#### [Exercise description]
With the images left out, print all of the records below exactly.

══ Entries provided

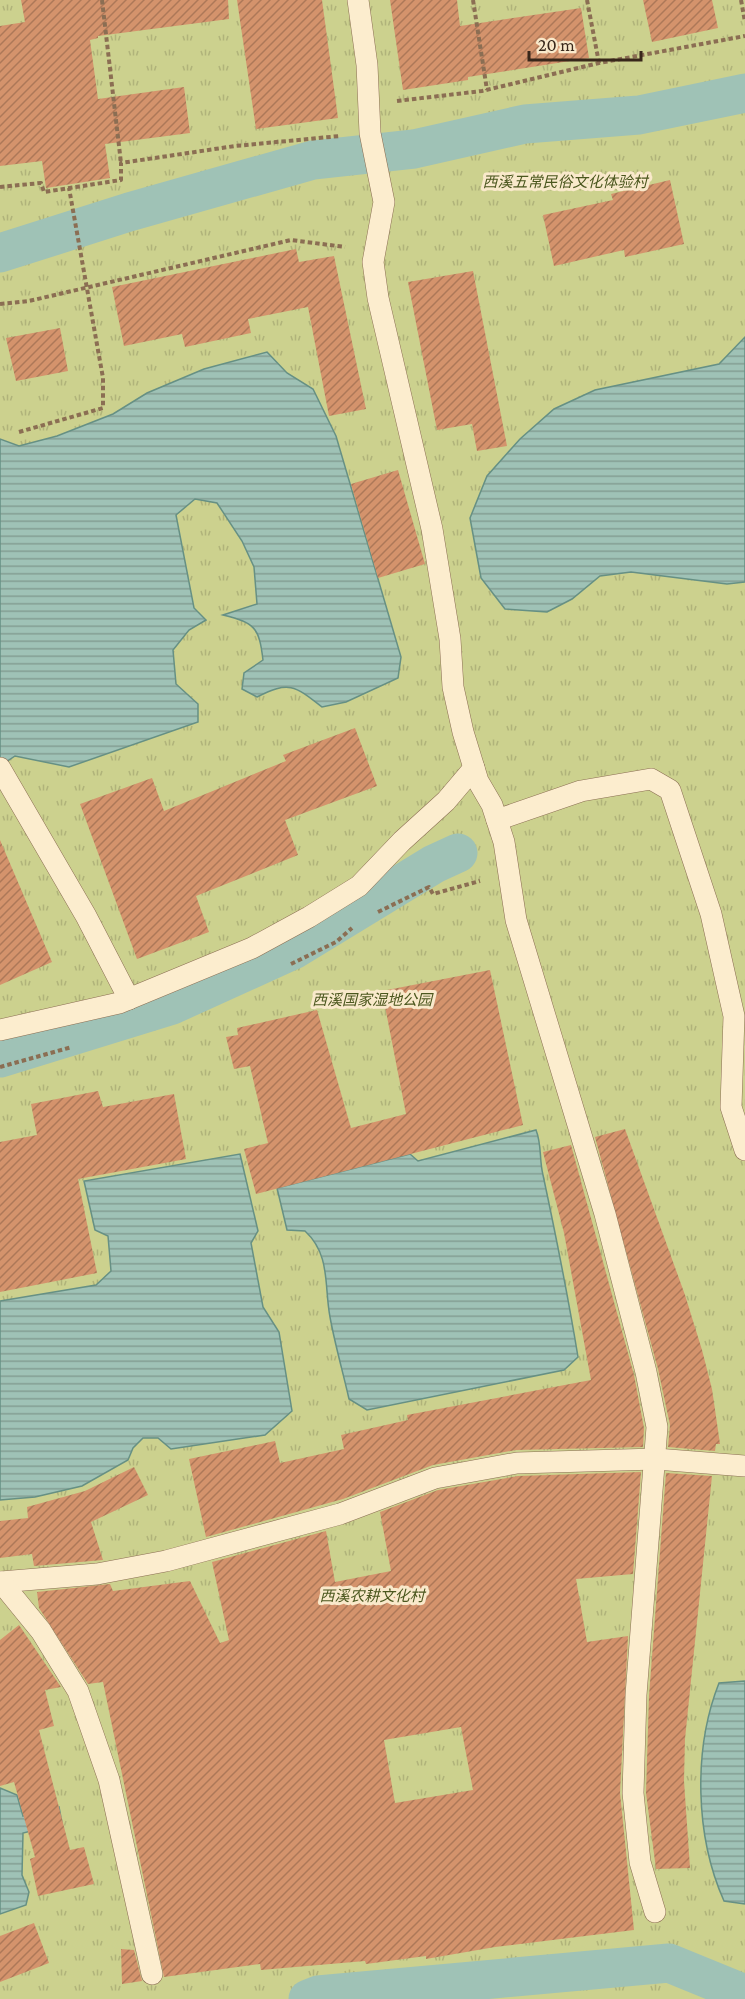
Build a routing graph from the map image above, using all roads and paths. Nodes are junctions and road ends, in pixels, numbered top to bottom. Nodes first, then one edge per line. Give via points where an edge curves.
1 (102, 0) edge
2 (358, 0) edge
3 (473, 0) edge
4 (587, 0) edge
5 (741, 0) edge
6 (745, 22) edge
7 (745, 36) edge
8 (599, 63) junction
9 (487, 90) junction
10 (369, 104) junction
11 (370, 133) junction
12 (121, 164) junction
13 (0, 188) edge
14 (69, 188) junction
15 (373, 262) junction
16 (86, 285) junction
17 (0, 304) edge
18 (19, 432) dead end
19 (474, 768) junction
20 (3, 773) edge
21 (497, 820) junction
22 (129, 999) junction
23 (0, 1030) edge
24 (745, 1150) edge
25 (656, 1459) junction
26 (745, 1466) edge
27 (1, 1582) edge
28 (655, 1912) dead end
29 (152, 1974) dead end

1 - 12 path
2 - 10 lane
3 - 9 path
4 - 8 path
5 - 6 path
7 - 8 path
8 - 9 path
9 - 10 path
10 - 11 lane
11 - 12 path via 235,146
11 - 15 lane via 384,202
12 - 14 path via 121,180
13 - 14 path via 41,183 44,192
14 - 16 path
15 - 16 path via 342,246 291,240
15 - 19 lane via 432,529 450,639 453,687
16 - 17 path via 29,301
16 - 18 path via 102,378 103,408
19 - 21 lane
19 - 22 lane via 359,886 252,948
20 - 22 lane
21 - 24 lane via 581,791 651,779 670,790 711,914 734,1016 731,1107
21 - 25 lane via 516,920 605,1215 646,1372 657,1427
22 - 23 lane
25 - 26 lane
25 - 27 lane via 517,1462 435,1478 340,1514 165,1561 97,1574
25 - 28 lane via 637,1684 633,1793 640,1862
27 - 29 lane via 41,1631 78,1691 109,1780

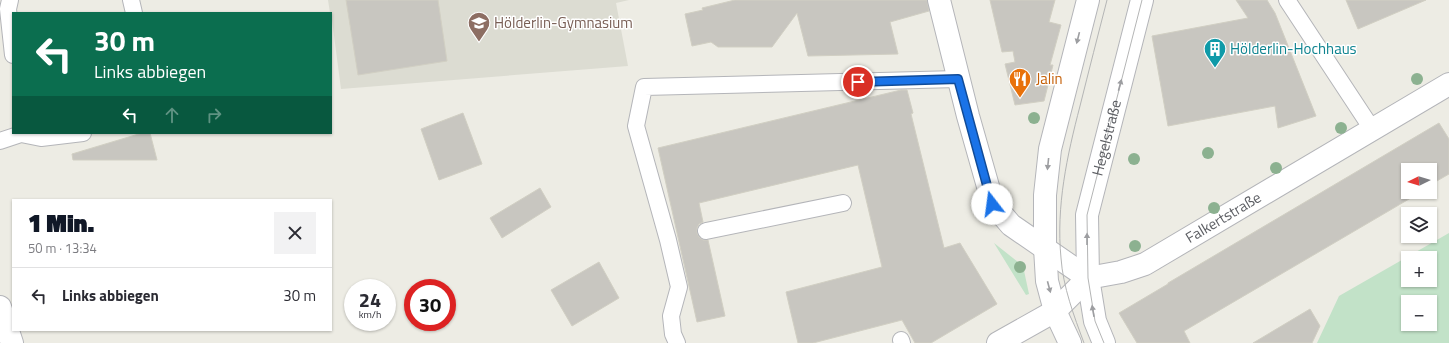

════

#### [Solution to this exercise]
Build a routing graph from the map image above, using all roads and paths. Nodes are junctions and road ends, in pixels, numbered top to bottom. Nodes first, then one edge per line. Give via points where an edge curves.
1 (102, 0) edge
2 (358, 0) edge
3 (473, 0) edge
4 (587, 0) edge
5 (741, 0) edge
6 (745, 22) edge
7 (745, 36) edge
8 (599, 63) junction
9 (487, 90) junction
10 (369, 104) junction
11 (370, 133) junction
12 (121, 164) junction
13 (0, 188) edge
14 (69, 188) junction
15 (373, 262) junction
16 (86, 285) junction
17 (0, 304) edge
18 (19, 432) dead end
19 (474, 768) junction
20 (3, 773) edge
21 (497, 820) junction
22 (129, 999) junction
23 (0, 1030) edge
24 (745, 1150) edge
25 (656, 1459) junction
26 (745, 1466) edge
27 (1, 1582) edge
28 (655, 1912) dead end
29 (152, 1974) dead end

1 - 12 path
2 - 10 lane
3 - 9 path
4 - 8 path
5 - 6 path
7 - 8 path
8 - 9 path
9 - 10 path
10 - 11 lane
11 - 12 path via 235,146
11 - 15 lane via 384,202
12 - 14 path via 121,180
13 - 14 path via 41,183 44,192
14 - 16 path
15 - 16 path via 342,246 291,240
15 - 19 lane via 432,529 450,639 453,687
16 - 17 path via 29,301
16 - 18 path via 102,378 103,408
19 - 21 lane
19 - 22 lane via 359,886 252,948
20 - 22 lane
21 - 24 lane via 581,791 651,779 670,790 711,914 734,1016 731,1107
21 - 25 lane via 516,920 605,1215 646,1372 657,1427
22 - 23 lane
25 - 26 lane
25 - 27 lane via 517,1462 435,1478 340,1514 165,1561 97,1574
25 - 28 lane via 637,1684 633,1793 640,1862
27 - 29 lane via 41,1631 78,1691 109,1780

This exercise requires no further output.